Defenses that live by match principles in the NFL are in a tough spot. The CBA limits team participation to the point where most teams air on the side of caution and simplicity. The “play simple, play fast” mantra lives in many NFL defensive coordinators. But that’s not enough with modern rules all benefitting offenses and passing attacks designed to melt Cover 3 and basic Quarters looks.

The Saints are to a point personnel-wise where each player is an extension of the one beside them. Gardner-Johnson and P.J. Williams are massive keys here because a lot is going on for Apex/Slot defenders in match-based schemes.

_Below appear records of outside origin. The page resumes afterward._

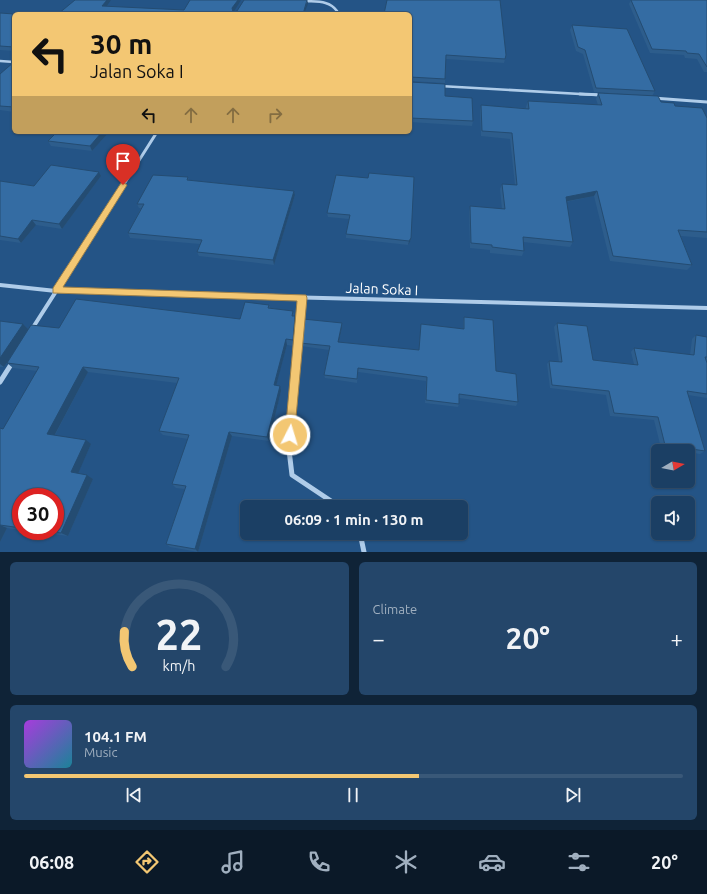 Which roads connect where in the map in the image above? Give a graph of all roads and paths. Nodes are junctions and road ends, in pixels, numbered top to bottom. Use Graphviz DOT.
graph roads {
  1 [pos="296,0"];
  2 [pos="337,11"];
  3 [pos="0,61"];
  4 [pos="12,62"];
  5 [pos="433,85"];
  6 [pos="605,96"];
  7 [pos="644,98"];
  8 [pos="707,102"];
  9 [pos="156,134"];
  10 [pos="0,285"];
  11 [pos="56,291"];
  12 [pos="302,298"];
  13 [pos="707,308"];
  14 [pos="28,336"];
  15 [pos="16,356"];
  16 [pos="0,382"];
  17 [pos="330,500"];
  18 [pos="361,540"];
  19 [pos="364,552"];
  1 -- 2 [label="street"];
  3 -- 4 [label="street"];
  5 -- 6 [label="street"];
  7 -- 8 [label="street"];
  9 -- 11 [label="street"];
  10 -- 11 [label="street, Jalan Soka I"];
  11 -- 12 [label="street, Jalan Soka I"];
  11 -- 14 [label="street"];
  12 -- 13 [label="street, Jalan Soka I"];
  12 -- 17 [label="street"];
  15 -- 16 [label="street"];
  18 -- 19 [label="street"];
}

The X’s and O’s are only as good as the Jimmy and Joe’s on the roster. The Saints aren’t afraid to simply line up and play man-to-man against teams either. But for me, the most impressive aspect of their game is how they fit the run despite playing from a two-high shell quite often.

Their defensive backs FLY to the football, and each one smacks in the alley. It’s impressive to see Gardner-Johnson and P.J. Williams flying around making plays outside the tackle box. It’s even more amazing to see some of the gap exchangement the front seven uses.

Shy Tuttle appears responsible for the backside A-gap here, while Davis replaces Tuttle on the play side. However, Alexander dives down into the A-gap, and Davis scrapes over him and has a free lane where a wide run lane has formed for Playoff Lenny. With Tuttle’s strength and Alexander crashing, Ryan Jensen cannot climb to Davis scraping across like a madman. From there, it once again goes back to talent. Davis breaks down and makes the tackle for a minimal gain.


They also just cover their arses off. I have questions about how accurate ESPN’s player-tracking models are for identifying coverages, but Matt Bowen gave us some of the numbers recently in a tweet. The Saints defense, according to ESPN, runs more Cover 5 (Cover 2 man) than anybody else at 22% of their opponent’s dropbacks. That’s nearly 7% more than any other team.

Make no mistake, the Saints’ No. 1 priority is stopping the run and forcing teams to earn third-down conversions. But their scheme directly attempts to thwart the efforts of modern offenses in the passing attack. They’ve maintained a level of continuity that doesn’t usually exist on defenses. That continuity comes with elite-level players on the defensive line, at linebacker, and at cornerback. But it also comes with high-level complementary players.

Unfortunately, they are only a piece of the puzzle. Maybe if Jameis Winston never goes down with a season-ending injury, the Saints could have competed in the playoffs. If they can retain Marcus Williams and P.J. Williams while Pete Werner fills Alexander’s role at linebacker, this defense should travel into the top five again in 2022.